(Input data begins)
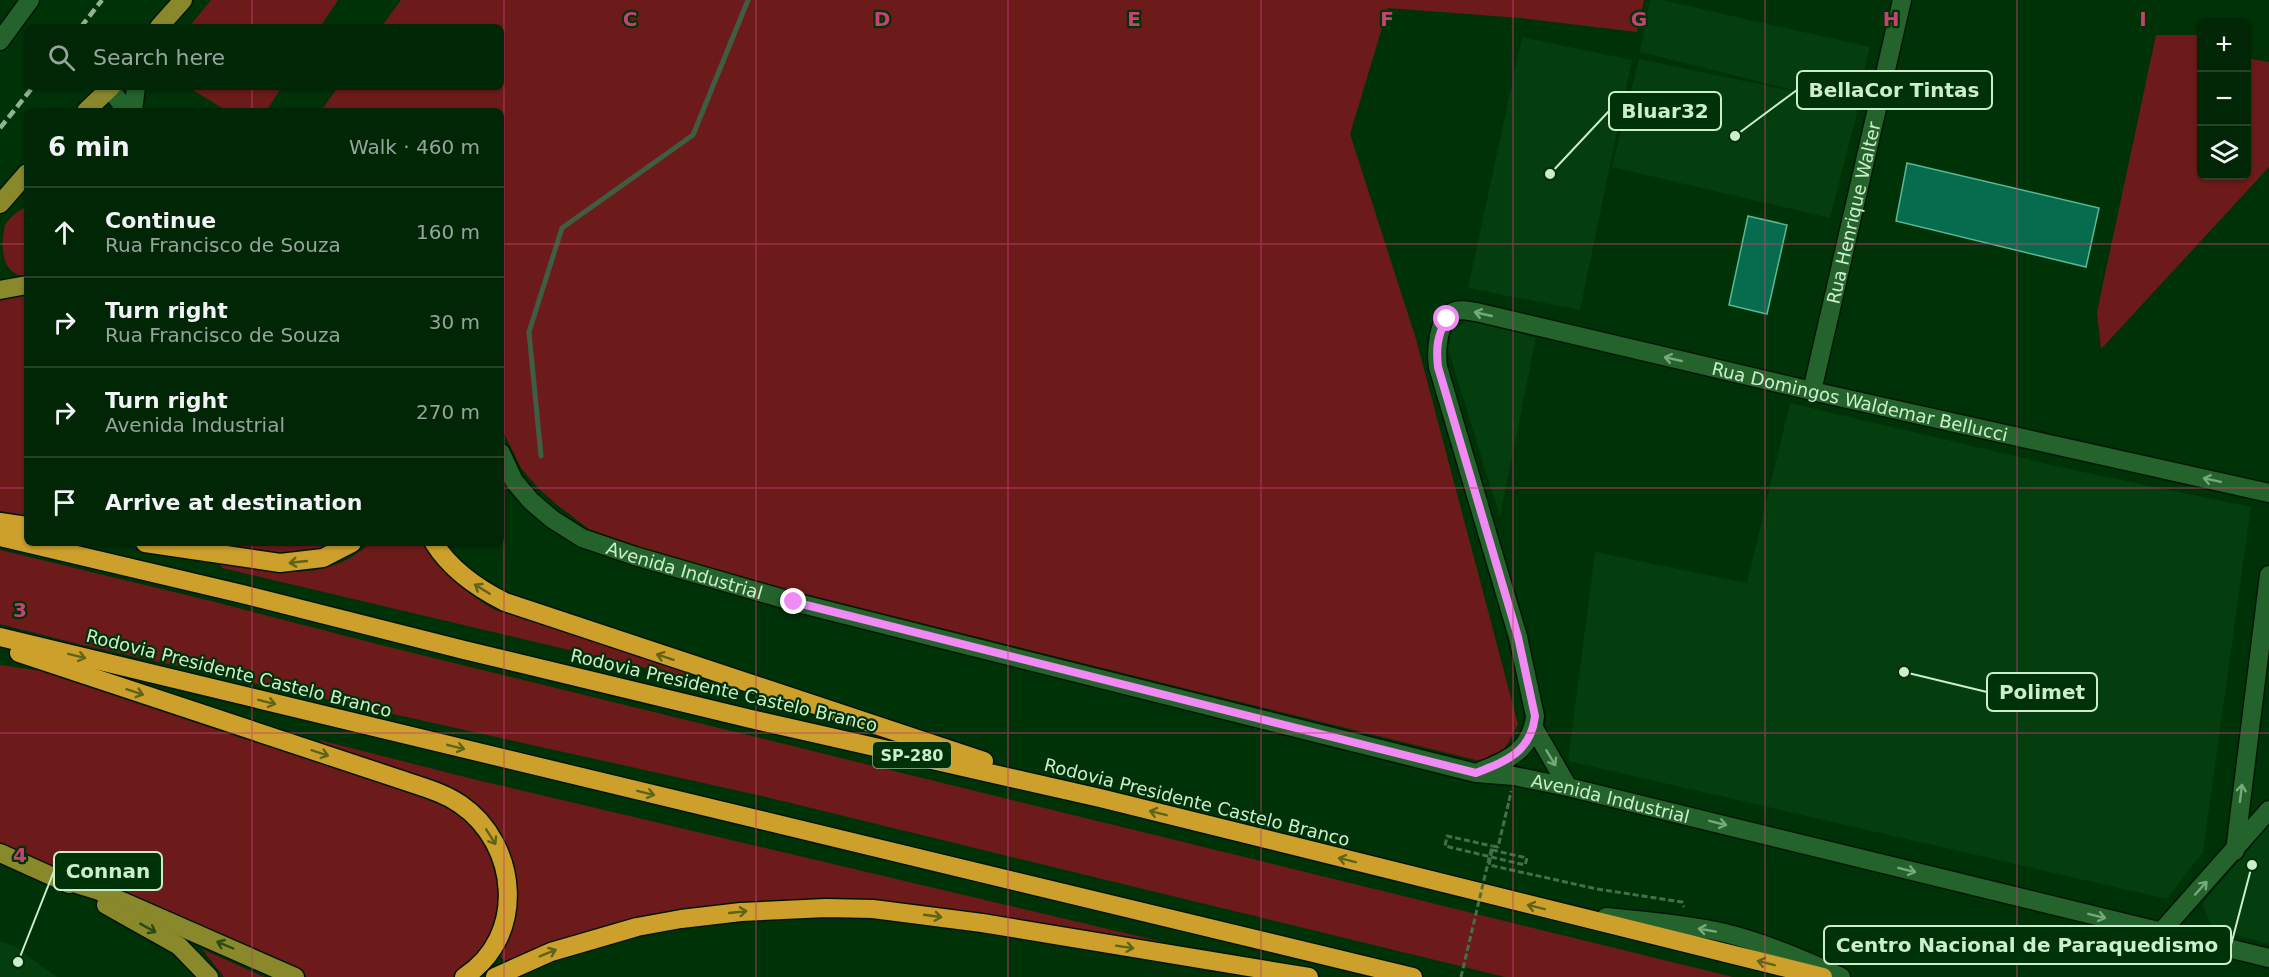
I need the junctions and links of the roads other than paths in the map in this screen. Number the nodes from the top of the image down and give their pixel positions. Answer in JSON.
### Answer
{"nodes":[{"id":1,"x":30,"y":0,"type":"edge"},
{"id":2,"x":183,"y":0,"type":"edge"},
{"id":3,"x":1902,"y":0,"type":"edge"},
{"id":4,"x":162,"y":24,"type":"edge"},
{"id":5,"x":0,"y":41,"type":"edge"},
{"id":6,"x":108,"y":90,"type":"edge"},
{"id":7,"x":111,"y":90,"type":"edge"},
{"id":8,"x":136,"y":90,"type":"edge"},
{"id":9,"x":89,"y":108,"type":"edge"},
{"id":10,"x":125,"y":108,"type":"edge"},
{"id":11,"x":133,"y":108,"type":"edge"},
{"id":12,"x":20,"y":190,"type":"edge"},
{"id":13,"x":0,"y":204,"type":"edge"},
{"id":14,"x":0,"y":274,"type":"edge"},
{"id":15,"x":15,"y":287,"type":"edge"},
{"id":16,"x":1812,"y":391,"type":"junction"},
{"id":17,"x":504,"y":459,"type":"edge"},
{"id":18,"x":2269,"y":493,"type":"edge"},
{"id":19,"x":0,"y":522,"type":"edge"},
{"id":20,"x":24,"y":526,"type":"edge"},
{"id":21,"x":0,"y":537,"type":"edge"},
{"id":22,"x":24,"y":543,"type":"edge"},
{"id":23,"x":38,"y":546,"type":"edge"},
{"id":24,"x":165,"y":546,"type":"edge"},
{"id":25,"x":346,"y":546,"type":"edge"},
{"id":26,"x":436,"y":546,"type":"edge"},
{"id":27,"x":2269,"y":575,"type":"edge"},
{"id":28,"x":0,"y":637,"type":"edge"},
{"id":29,"x":0,"y":647,"type":"edge"},
{"id":30,"x":1533,"y":729,"type":"junction"},
{"id":31,"x":1476,"y":773,"type":"junction"},
{"id":32,"x":1568,"y":787,"type":"junction"},
{"id":33,"x":1100,"y":798,"type":"junction"},
{"id":34,"x":2269,"y":810,"type":"edge"},
{"id":35,"x":2235,"y":851,"type":"junction"},
{"id":36,"x":0,"y":853,"type":"edge"},
{"id":37,"x":60,"y":879,"type":"junction"},
{"id":38,"x":1562,"y":913,"type":"junction"},
{"id":39,"x":2161,"y":932,"type":"junction"},
{"id":40,"x":2269,"y":958,"type":"edge"},
{"id":41,"x":284,"y":973,"type":"edge"},
{"id":42,"x":209,"y":977,"type":"edge"},
{"id":43,"x":295,"y":977,"type":"edge"},
{"id":44,"x":464,"y":977,"type":"edge"},
{"id":45,"x":495,"y":977,"type":"edge"},
{"id":46,"x":1309,"y":977,"type":"edge"},
{"id":47,"x":1413,"y":977,"type":"edge"},
{"id":48,"x":1823,"y":977,"type":"edge"},
{"id":49,"x":1841,"y":977,"type":"edge"}],
"edges":[{"from":1,"to":5,"type":"street"},
{"from":2,"to":4,"type":"main road"},
{"from":3,"to":16,"type":"street","name":"Rua Henrique Walter"},
{"from":6,"to":9,"type":"main road"},
{"from":7,"to":10,"type":"street"},
{"from":8,"to":11,"type":"street"},
{"from":12,"to":13,"type":"main road"},
{"from":14,"to":15,"type":"main road"},
{"from":18,"to":16,"type":"street","name":"Rua Domingos Waldemar Bellucci","one_way":true},
{"from":16,"to":30,"type":"street","name":"Rua Domingos Waldemar Bellucci","one_way":true},
{"from":17,"to":31,"type":"street","name":"Avenida Industrial"},
{"from":19,"to":20,"type":"highway"},
{"from":21,"to":22,"type":"highway","name":"Rodovia Presidente Castelo Branco","number":"SP-280"},
{"from":23,"to":33,"type":"highway","name":"Rodovia Presidente Castelo Branco","number":"SP-280"},
{"from":25,"to":24,"type":"highway","one_way":true},
{"from":33,"to":26,"type":"highway","one_way":true},
{"from":35,"to":27,"type":"street","one_way":true},
{"from":28,"to":47,"type":"highway","name":"Rodovia Presidente Castelo Branco","one_way":true},
{"from":29,"to":44,"type":"highway","one_way":true},
{"from":30,"to":31,"type":"street"},
{"from":30,"to":32,"type":"street","one_way":true},
{"from":31,"to":32,"type":"street","name":"Avenida Industrial"},
{"from":32,"to":39,"type":"street","name":"Avenida Industrial","one_way":true},
{"from":38,"to":33,"type":"highway","name":"Rodovia Presidente Castelo Branco","number":"SP-280","one_way":true},
{"from":34,"to":35,"type":"street"},
{"from":39,"to":35,"type":"street","one_way":true},
{"from":36,"to":37,"type":"main road"},
{"from":41,"to":37,"type":"main road","one_way":true},
{"from":37,"to":42,"type":"main road","one_way":true},
{"from":48,"to":38,"type":"highway","name":"Rodovia Presidente Castelo Branco","number":"SP-280","one_way":true},
{"from":49,"to":38,"type":"street","one_way":true},
{"from":39,"to":40,"type":"street","name":"Avenida Industrial"},
{"from":41,"to":43,"type":"main road"},
{"from":45,"to":46,"type":"highway","one_way":true}]}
(Input data ends)
■ What to work on
Transcribe the listing verbatim, pictures excluded.

■ Written response
I need the junctions and links of the roads other than paths in the map in this screen. Number the nodes from the top of the image down and give their pixel positions. Answer in JSON.
### Answer
{"nodes":[{"id":1,"x":30,"y":0,"type":"edge"},
{"id":2,"x":183,"y":0,"type":"edge"},
{"id":3,"x":1902,"y":0,"type":"edge"},
{"id":4,"x":162,"y":24,"type":"edge"},
{"id":5,"x":0,"y":41,"type":"edge"},
{"id":6,"x":108,"y":90,"type":"edge"},
{"id":7,"x":111,"y":90,"type":"edge"},
{"id":8,"x":136,"y":90,"type":"edge"},
{"id":9,"x":89,"y":108,"type":"edge"},
{"id":10,"x":125,"y":108,"type":"edge"},
{"id":11,"x":133,"y":108,"type":"edge"},
{"id":12,"x":20,"y":190,"type":"edge"},
{"id":13,"x":0,"y":204,"type":"edge"},
{"id":14,"x":0,"y":274,"type":"edge"},
{"id":15,"x":15,"y":287,"type":"edge"},
{"id":16,"x":1812,"y":391,"type":"junction"},
{"id":17,"x":504,"y":459,"type":"edge"},
{"id":18,"x":2269,"y":493,"type":"edge"},
{"id":19,"x":0,"y":522,"type":"edge"},
{"id":20,"x":24,"y":526,"type":"edge"},
{"id":21,"x":0,"y":537,"type":"edge"},
{"id":22,"x":24,"y":543,"type":"edge"},
{"id":23,"x":38,"y":546,"type":"edge"},
{"id":24,"x":165,"y":546,"type":"edge"},
{"id":25,"x":346,"y":546,"type":"edge"},
{"id":26,"x":436,"y":546,"type":"edge"},
{"id":27,"x":2269,"y":575,"type":"edge"},
{"id":28,"x":0,"y":637,"type":"edge"},
{"id":29,"x":0,"y":647,"type":"edge"},
{"id":30,"x":1533,"y":729,"type":"junction"},
{"id":31,"x":1476,"y":773,"type":"junction"},
{"id":32,"x":1568,"y":787,"type":"junction"},
{"id":33,"x":1100,"y":798,"type":"junction"},
{"id":34,"x":2269,"y":810,"type":"edge"},
{"id":35,"x":2235,"y":851,"type":"junction"},
{"id":36,"x":0,"y":853,"type":"edge"},
{"id":37,"x":60,"y":879,"type":"junction"},
{"id":38,"x":1562,"y":913,"type":"junction"},
{"id":39,"x":2161,"y":932,"type":"junction"},
{"id":40,"x":2269,"y":958,"type":"edge"},
{"id":41,"x":284,"y":973,"type":"edge"},
{"id":42,"x":209,"y":977,"type":"edge"},
{"id":43,"x":295,"y":977,"type":"edge"},
{"id":44,"x":464,"y":977,"type":"edge"},
{"id":45,"x":495,"y":977,"type":"edge"},
{"id":46,"x":1309,"y":977,"type":"edge"},
{"id":47,"x":1413,"y":977,"type":"edge"},
{"id":48,"x":1823,"y":977,"type":"edge"},
{"id":49,"x":1841,"y":977,"type":"edge"}],
"edges":[{"from":1,"to":5,"type":"street"},
{"from":2,"to":4,"type":"main road"},
{"from":3,"to":16,"type":"street","name":"Rua Henrique Walter"},
{"from":6,"to":9,"type":"main road"},
{"from":7,"to":10,"type":"street"},
{"from":8,"to":11,"type":"street"},
{"from":12,"to":13,"type":"main road"},
{"from":14,"to":15,"type":"main road"},
{"from":18,"to":16,"type":"street","name":"Rua Domingos Waldemar Bellucci","one_way":true},
{"from":16,"to":30,"type":"street","name":"Rua Domingos Waldemar Bellucci","one_way":true},
{"from":17,"to":31,"type":"street","name":"Avenida Industrial"},
{"from":19,"to":20,"type":"highway"},
{"from":21,"to":22,"type":"highway","name":"Rodovia Presidente Castelo Branco","number":"SP-280"},
{"from":23,"to":33,"type":"highway","name":"Rodovia Presidente Castelo Branco","number":"SP-280"},
{"from":25,"to":24,"type":"highway","one_way":true},
{"from":33,"to":26,"type":"highway","one_way":true},
{"from":35,"to":27,"type":"street","one_way":true},
{"from":28,"to":47,"type":"highway","name":"Rodovia Presidente Castelo Branco","one_way":true},
{"from":29,"to":44,"type":"highway","one_way":true},
{"from":30,"to":31,"type":"street"},
{"from":30,"to":32,"type":"street","one_way":true},
{"from":31,"to":32,"type":"street","name":"Avenida Industrial"},
{"from":32,"to":39,"type":"street","name":"Avenida Industrial","one_way":true},
{"from":38,"to":33,"type":"highway","name":"Rodovia Presidente Castelo Branco","number":"SP-280","one_way":true},
{"from":34,"to":35,"type":"street"},
{"from":39,"to":35,"type":"street","one_way":true},
{"from":36,"to":37,"type":"main road"},
{"from":41,"to":37,"type":"main road","one_way":true},
{"from":37,"to":42,"type":"main road","one_way":true},
{"from":48,"to":38,"type":"highway","name":"Rodovia Presidente Castelo Branco","number":"SP-280","one_way":true},
{"from":49,"to":38,"type":"street","one_way":true},
{"from":39,"to":40,"type":"street","name":"Avenida Industrial"},
{"from":41,"to":43,"type":"main road"},
{"from":45,"to":46,"type":"highway","one_way":true}]}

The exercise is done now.